KABARBURSA.COM - Susu sapi segar menjadi salah satu komoditas penting yang masuk ke dalam komponen program Makan Bergizi Gratis (MBG) yang dicanangkan Presiden terpilih, Prabowo Subianto. Akan tetapi, produksi susu sapi segar dalam negeri saat ini tidak mencukupi kebutuhan program MBG.
Berdasarkan data Kementerian Pertanian (Kementan), neraca susu nasional mencatat kebutuhan susu sapi segar sebesar 8,7 juta ton per tahun. Secara rinci, kebutuhan susu sapi segar dibagi menjadi dua, yakni kebutuhan reguler sebesar 4,6 juta ton dan program minum susu sebesar 4,1 juta ton.
Adapun berdasarkan data Badan Pusat Statistik (BPS), produksi susu sapi dalam negeri mengalami penurunan. Pada 2021, BPS mencatat produksi susu sapi segar sebanyak 946.388 ton, kemudian menurun pada tahun 2022 sebesar 824.273 ton, dan tahun 2023 kembali meningkat kendati tidak signifikan, yakni 837.223.

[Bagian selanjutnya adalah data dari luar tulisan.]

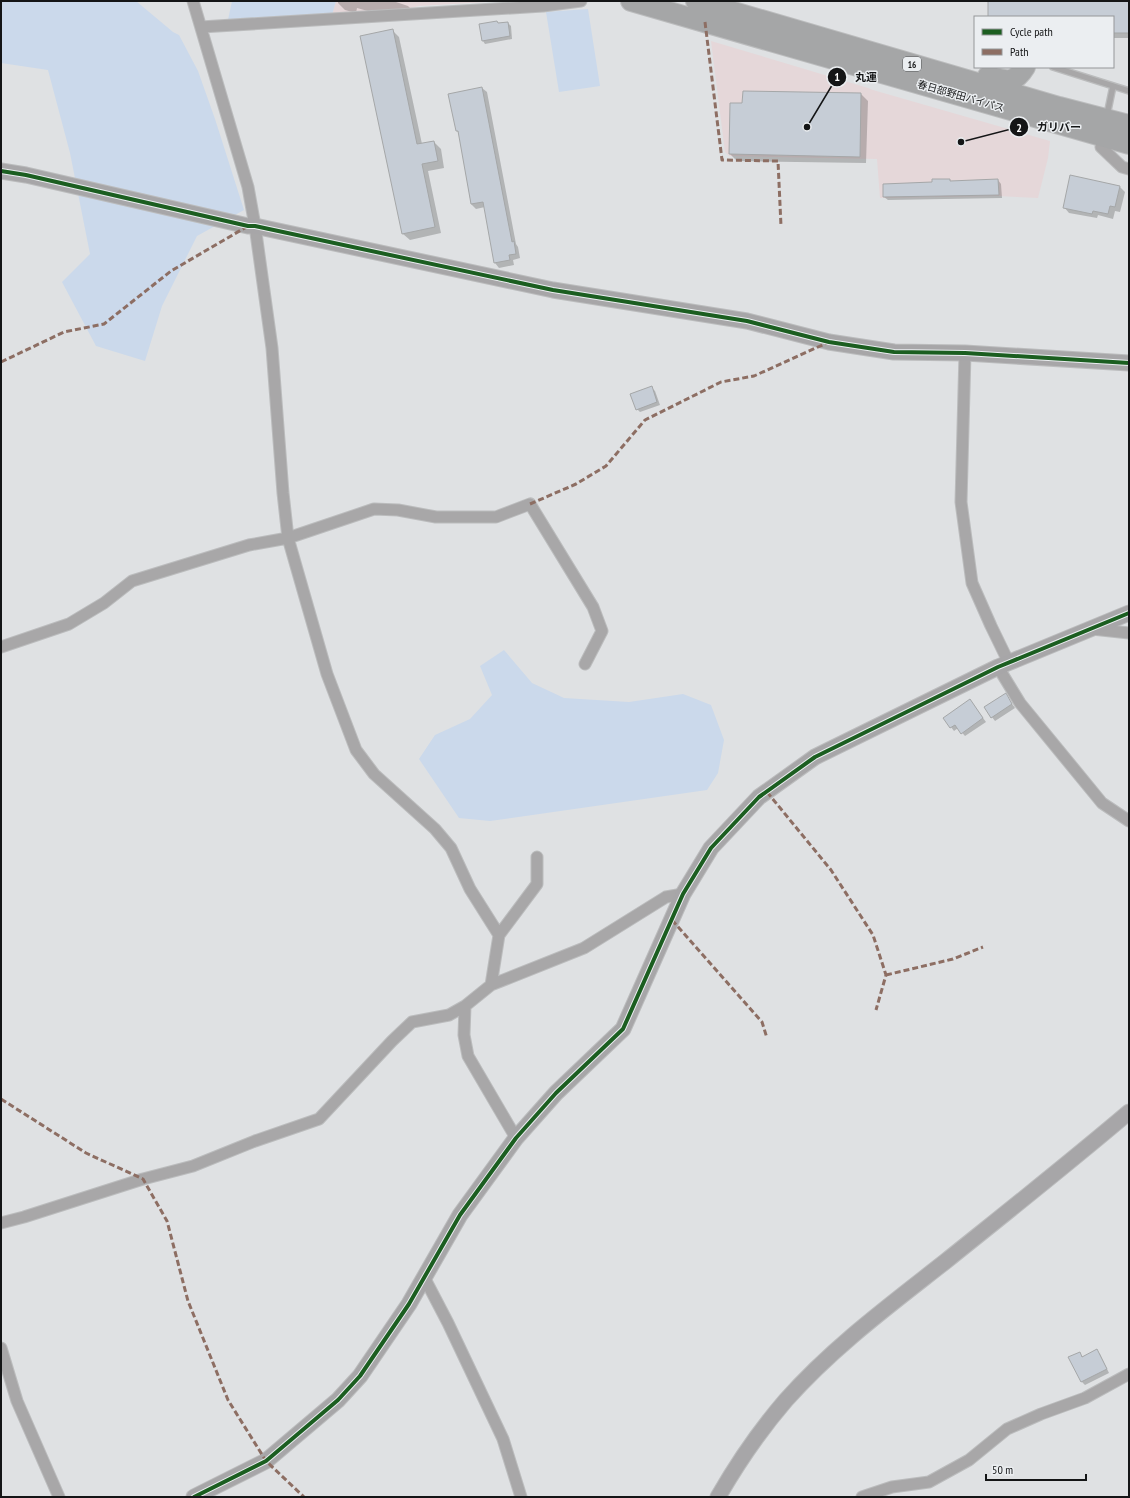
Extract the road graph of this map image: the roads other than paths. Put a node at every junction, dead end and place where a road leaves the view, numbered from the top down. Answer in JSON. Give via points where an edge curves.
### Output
{"nodes":[{"id":1,"x":193,"y":1,"type":"edge"},
{"id":2,"x":581,"y":1,"type":"edge"},
{"id":3,"x":632,"y":1,"type":"edge"},
{"id":4,"x":696,"y":1,"type":"edge"},
{"id":5,"x":736,"y":6,"type":"edge"},
{"id":6,"x":201,"y":27,"type":"junction"},
{"id":7,"x":913,"y":64,"type":"junction"},
{"id":8,"x":1024,"y":68,"type":"edge"},
{"id":9,"x":1056,"y":68,"type":"edge"},
{"id":10,"x":1113,"y":86,"type":"junction"},
{"id":11,"x":1129,"y":91,"type":"edge"},
{"id":12,"x":1129,"y":125,"type":"edge"},
{"id":13,"x":1105,"y":128,"type":"junction"},
{"id":14,"x":1129,"y":144,"type":"edge"},
{"id":15,"x":1129,"y":169,"type":"edge"},
{"id":16,"x":1,"y":171,"type":"edge"},
{"id":17,"x":255,"y":226,"type":"junction"},
{"id":18,"x":965,"y":353,"type":"junction"},
{"id":19,"x":1129,"y":363,"type":"edge"},
{"id":20,"x":288,"y":538,"type":"junction"},
{"id":21,"x":1129,"y":613,"type":"edge"},
{"id":22,"x":1091,"y":629,"type":"junction"},
{"id":23,"x":1129,"y":633,"type":"edge"},
{"id":24,"x":1,"y":647,"type":"edge"},
{"id":25,"x":585,"y":664,"type":"dead end"},
{"id":26,"x":1003,"y":665,"type":"junction"},
{"id":27,"x":1129,"y":821,"type":"edge"},
{"id":28,"x":537,"y":857,"type":"dead end"},
{"id":29,"x":683,"y":894,"type":"junction"},
{"id":30,"x":500,"y":935,"type":"junction"},
{"id":31,"x":491,"y":985,"type":"junction"},
{"id":32,"x":465,"y":1006,"type":"junction"},
{"id":33,"x":1129,"y":1112,"type":"edge"},
{"id":34,"x":516,"y":1138,"type":"junction"},
{"id":35,"x":1,"y":1223,"type":"edge"},
{"id":36,"x":424,"y":1278,"type":"junction"},
{"id":37,"x":1,"y":1348,"type":"edge"},
{"id":38,"x":1129,"y":1374,"type":"edge"},
{"id":39,"x":59,"y":1497,"type":"edge"},
{"id":40,"x":194,"y":1497,"type":"edge"},
{"id":41,"x":521,"y":1497,"type":"edge"},
{"id":42,"x":718,"y":1497,"type":"edge"},
{"id":43,"x":862,"y":1497,"type":"edge"}],
"edges":[{"from":1,"to":6,"type":"street"},
{"from":2,"to":6,"type":"street","via":[[543,6]]},
{"from":3,"to":13,"type":"highway","name":"春日部野田バイパス","number":"16"},
{"from":4,"to":5,"type":"highway","name":"春日部野田バイパス","number":"16"},
{"from":5,"to":7,"type":"highway","name":"春日部野田バイパス","number":"16"},
{"from":6,"to":17,"type":"street","via":[[248,187]]},
{"from":7,"to":8,"type":"highway","via":[[968,70],[1005,80],[1013,80]]},
{"from":7,"to":13,"type":"highway","name":"春日部野田バイパス","number":"16","via":[[1059,107]]},
{"from":9,"to":10,"type":"lane"},
{"from":10,"to":11,"type":"lane"},
{"from":10,"to":13,"type":"lane"},
{"from":12,"to":13,"type":"highway","name":"春日部野田バイパス","number":"16"},
{"from":13,"to":14,"type":"highway","name":"春日部野田バイパス","number":"16"},
{"from":13,"to":15,"type":"street","via":[[1101,148],[1122,167]]},
{"from":16,"to":17,"type":"street"},
{"from":17,"to":18,"type":"street","via":[[554,290],[747,321],[829,342],[894,352]]},
{"from":17,"to":20,"type":"street","via":[[272,348]]},
{"from":18,"to":19,"type":"street"},
{"from":18,"to":26,"type":"street","via":[[961,502],[972,583],[991,626]]},
{"from":20,"to":24,"type":"street","via":[[249,546],[132,581],[104,603],[69,624]]},
{"from":20,"to":25,"type":"street","via":[[374,508],[436,517],[496,517],[530,504],[593,607],[602,632]]},
{"from":20,"to":30,"type":"street","via":[[327,674],[356,750],[374,774],[451,848],[470,889]]},
{"from":21,"to":22,"type":"street"},
{"from":22,"to":23,"type":"street"},
{"from":22,"to":26,"type":"street"},
{"from":26,"to":27,"type":"street","via":[[1020,703],[1102,803]]},
{"from":26,"to":29,"type":"street","via":[[815,757],[763,794],[711,848]]},
{"from":28,"to":30,"type":"street","via":[[537,884]]},
{"from":29,"to":31,"type":"street","via":[[666,897],[584,948]]},
{"from":29,"to":34,"type":"street","via":[[623,1029],[556,1092]]},
{"from":30,"to":31,"type":"street"},
{"from":31,"to":32,"type":"street"},
{"from":32,"to":34,"type":"street","via":[[464,1035],[468,1056]]},
{"from":32,"to":35,"type":"street","via":[[449,1015],[412,1022],[319,1119],[193,1166],[143,1178]]},
{"from":33,"to":42,"type":"street","via":[[854,1334],[785,1401]]},
{"from":34,"to":36,"type":"street","via":[[460,1215]]},
{"from":36,"to":40,"type":"street","via":[[360,1376],[338,1400],[266,1461]]},
{"from":36,"to":41,"type":"street","via":[[503,1439]]},
{"from":37,"to":39,"type":"street","via":[[17,1401]]},
{"from":38,"to":43,"type":"street","via":[[1085,1398],[1008,1429],[969,1460],[929,1482],[892,1487]]}]}
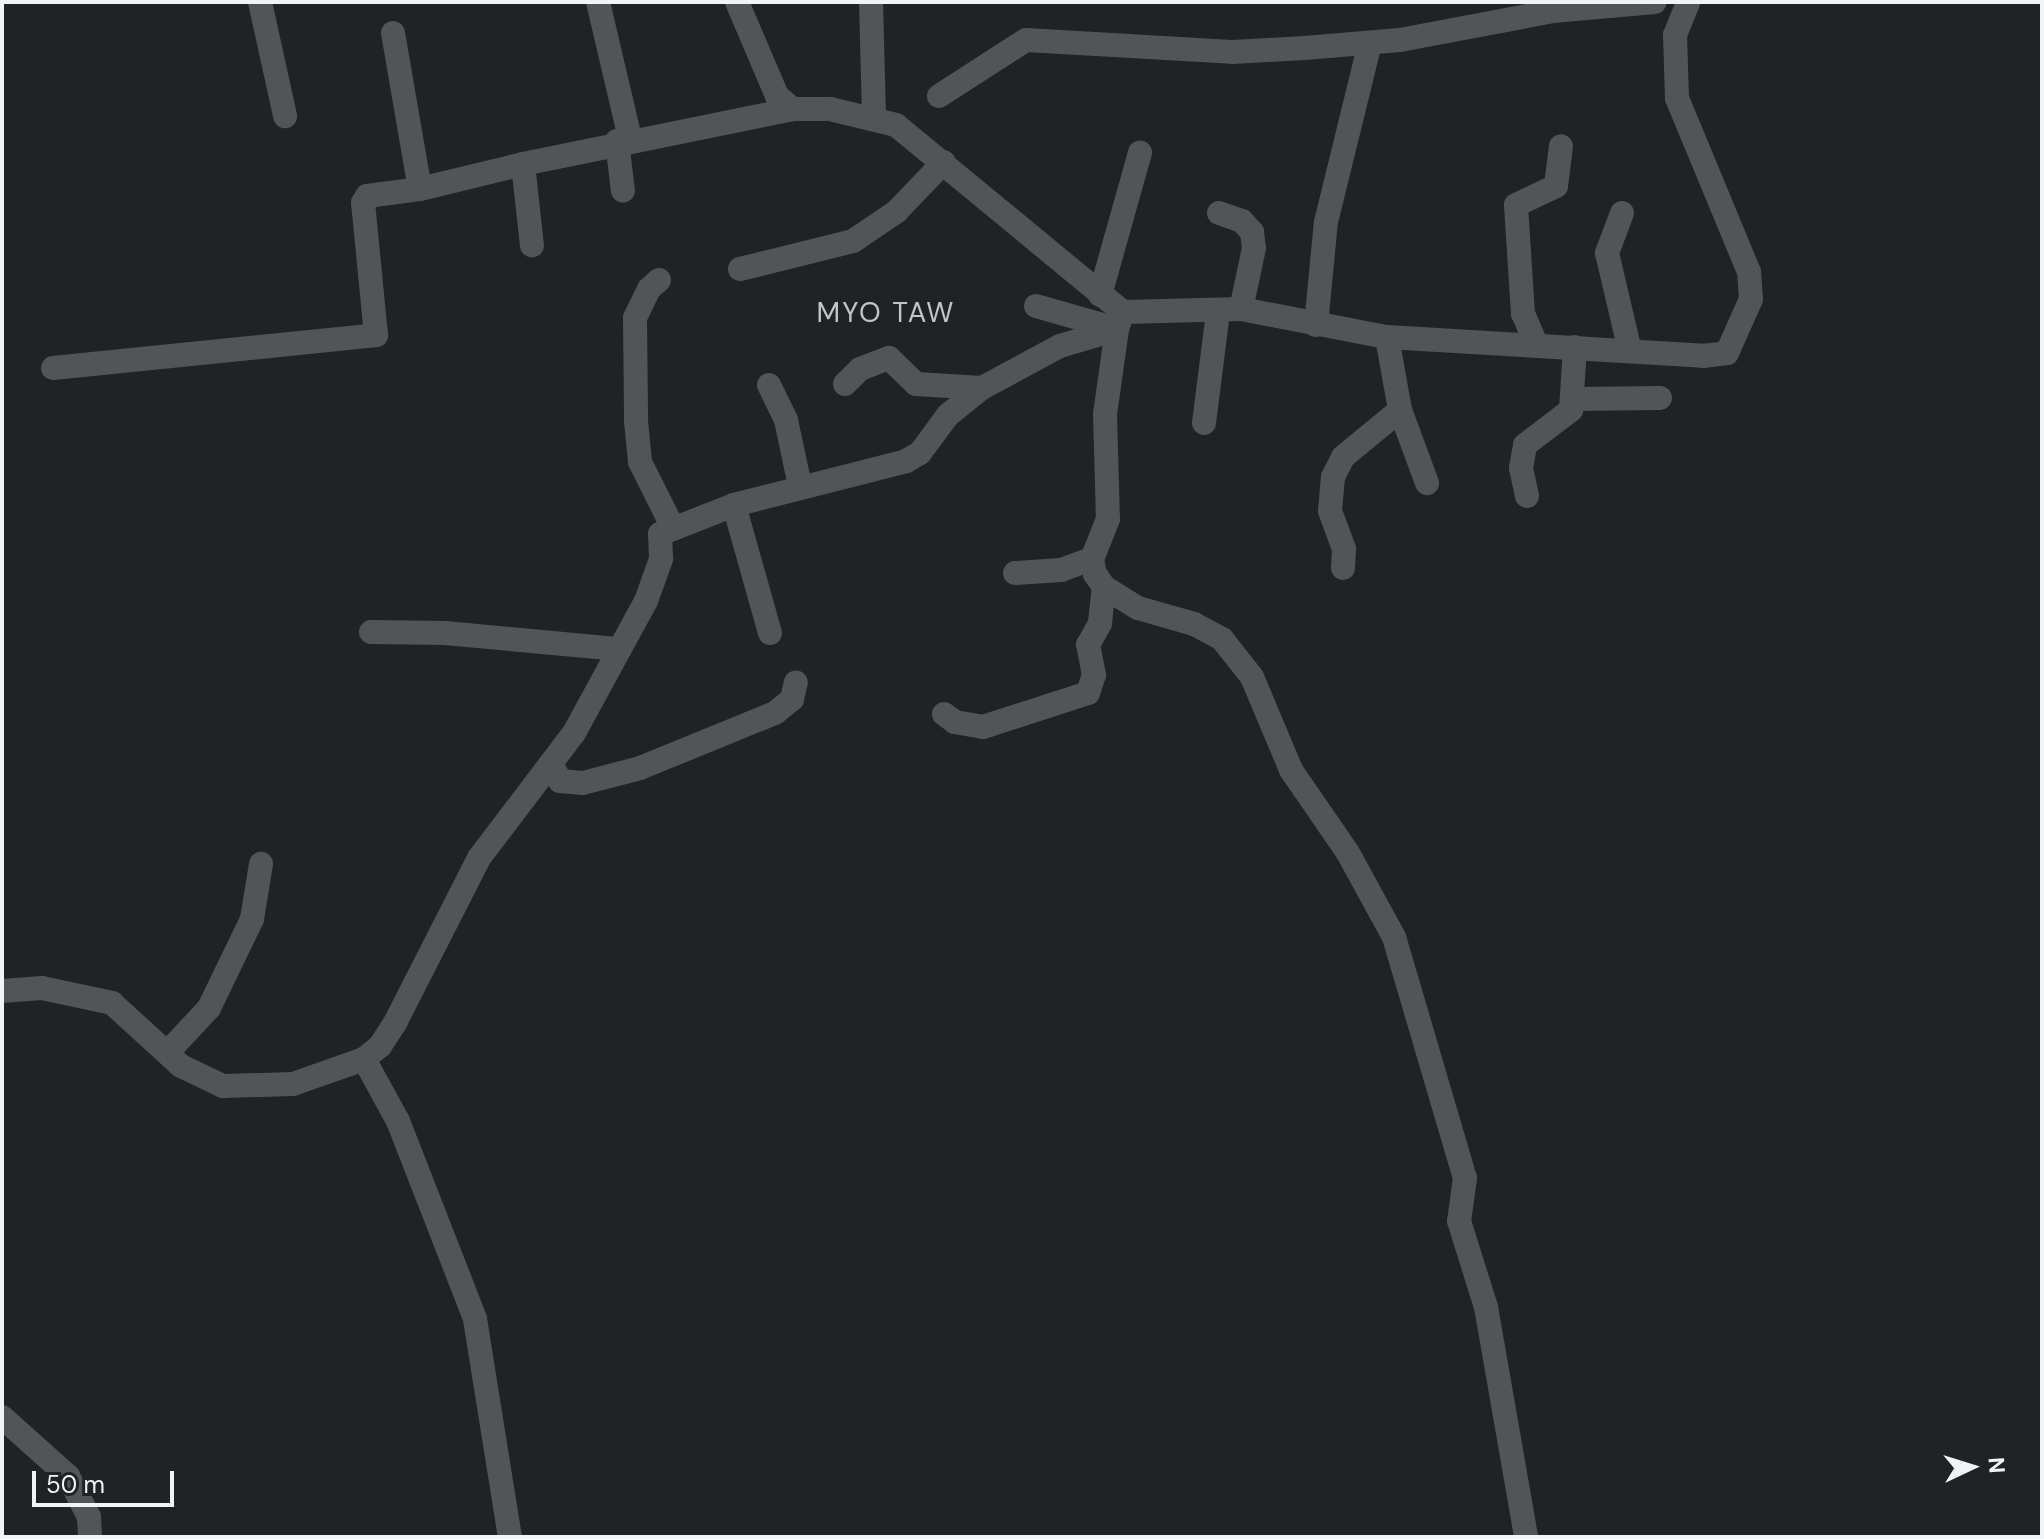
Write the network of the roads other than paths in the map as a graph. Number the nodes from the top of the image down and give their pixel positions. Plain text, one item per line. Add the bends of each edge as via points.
1 (260, 2) edge
2 (598, 2) edge
3 (737, 2) edge
4 (871, 2) edge
5 (1655, 2) edge
6 (1688, 2) edge
7 (1551, 7) edge
8 (393, 33) dead end
9 (1370, 43) junction
10 (939, 96) dead end
11 (793, 109) junction
12 (285, 116) dead end
13 (874, 116) junction
14 (624, 140) junction
15 (1561, 146) dead end
16 (1140, 153) dead end
17 (944, 162) junction
18 (523, 164) junction
19 (420, 189) junction
20 (623, 191) dead end
21 (1219, 213) dead end
22 (1622, 213) dead end
23 (532, 246) dead end
24 (740, 269) dead end
25 (659, 280) dead end
26 (1100, 295) junction
27 (1036, 306) dead end
28 (1230, 310) junction
29 (1120, 320) junction
30 (1316, 325) junction
31 (1387, 337) junction
32 (1536, 344) junction
33 (1575, 347) junction
34 (1630, 351) junction
35 (53, 368) dead end
36 (845, 384) dead end
37 (769, 385) dead end
38 (982, 388) junction
39 (1660, 398) dead end
40 (1574, 399) junction
41 (1400, 410) junction
42 (1204, 423) dead end
43 (1427, 483) dead end
44 (800, 486) junction
45 (1527, 496) dead end
46 (734, 505) junction
47 (673, 528) junction
48 (1092, 559) junction
49 (1343, 568) dead end
50 (1015, 573) dead end
51 (1104, 587) junction
52 (371, 632) dead end
53 (770, 633) dead end
54 (619, 649) junction
55 (796, 682) dead end
56 (944, 714) dead end
57 (551, 763) junction
58 (261, 864) dead end
59 (2, 991) edge
60 (168, 1052) junction
61 (364, 1059) junction
62 (2, 1417) edge
63 (90, 1537) edge
64 (510, 1537) edge
65 (1526, 1537) edge

1 - 12 street
2 - 14 street
3 - 11 street via 777,96
4 - 13 street
5 - 7 street
6 - 34 street via 1675,35 1677,98 1739,245 1751,299 1727,353
7 - 9 street
8 - 19 street
9 - 10 street via 1232,52 1026,40
9 - 30 street via 1326,222
11 - 13 street
11 - 14 street
13 - 17 street via 896,125
14 - 18 street
14 - 20 street
15 - 32 street via 1556,186 1516,205 1523,314
16 - 26 street
17 - 24 street via 896,212 853,241
17 - 26 street
18 - 19 street
18 - 23 street
19 - 35 street via 367,196 363,203 376,335
21 - 28 street via 1242,221 1252,232 1254,248
22 - 34 street via 1607,253
25 - 47 street via 635,318 636,421 640,462
26 - 29 street
27 - 29 street
28 - 29 street
28 - 30 street
28 - 42 street
29 - 38 street
29 - 48 street via 1105,414 1108,519
30 - 31 street
31 - 32 street
31 - 41 street
32 - 33 street
33 - 34 street
33 - 40 street
36 - 38 street via 860,369 889,358 916,384
37 - 44 street via 786,420
38 - 44 street via 948,415 920,453 906,461
39 - 40 street
40 - 45 street via 1566,417 1542,428 1525,445 1521,468
41 - 43 street
41 - 49 street via 1343,457 1333,477 1330,511 1344,549
44 - 46 street
46 - 47 street
46 - 53 street
47 - 54 street via 660,534 655,579
48 - 50 street via 1061,570
48 - 51 street
51 - 56 street via 1100,623 1088,645 1094,675 1088,693 983,727 955,722
51 - 65 street via 1147,613 1194,624 1222,639 1252,677 1291,770 1348,853 1394,937 1465,1178 1459,1221 1486,1307
52 - 54 street via 445,633
54 - 57 street via 574,733
55 - 57 street via 792,699 775,713 640,768 583,783 560,781
57 - 61 street via 479,858 396,1021
58 - 60 street via 252,919 209,1008
59 - 60 street via 42,988 112,1003
60 - 61 street via 201,1079 258,1088 293,1084
61 - 64 street via 398,1121 475,1319
62 - 63 street via 68,1476 89,1517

Untuk menopang kebutuhan susu sapi segar, Kementan merencanakan impor sapi perah dari beberapa negara, Secara rinci, Kementan berencana mengimpor sapi perah dari Australia sebanyak 100 ribu ekor, New Zealand sebanyak 50 ribu ekor, Brazil 1,5 juta ekor, dan Amerika Serikat 500 ribu ekor.
Adapun untuk kebutuhan susu sapi segar reguler dibutuhkan sebanyak 0,9 juta ekor sapi perah laktasi. Sementara untuk kebutuhan program minum susu pra Sekolah Dasar (SD), SD dan Sekolah Menengah Pertama (SMP), santri, dan ibu hamil membutuhkan 1,1 juta ekor sapi perah. Untuk siswa SD sendiri membutuhkan sekitar 300.000 ekor sapi. Adapun total anggaran yang dibutuhkan dalam rencana penambahan sapi perah impor sebesar Rp90 triliun.
Beberapa waktu lalu, Kementan menginisiasi MoU kerja sama investasi pengembangan 100 ribu ekor ternak sapi perah asal Brazil. Adapun ratusan ribu ekor sapi asal Brazil itu akan diproyeksikan untuk mendorong peningkatan produksi susu dalam negeri dengan nilai investasi yang diperkirakan sebesar Rp4,5 triliun.
Selain itu, Kementan juga sempat mengajak investor di sektor peternakan asal Vietnam di Provinsi Sulawesi Tengah (Sulteng). Adapun investor asal Vietnam itu diproyeksikan untuk mendukung pengolahan industri susu di bawah kepemimpinan Presiden Joko Widodo (Jokowi) sekaligus program minum susu gratis Presiden terpilih, Prabowo Subianto. Dalam jangka waktu tiga hingga lima tahun, investasi perusahaan asal Vietnam itu ditargetkan memproduksi susu sapi segar sebesar 1,8 juta ton.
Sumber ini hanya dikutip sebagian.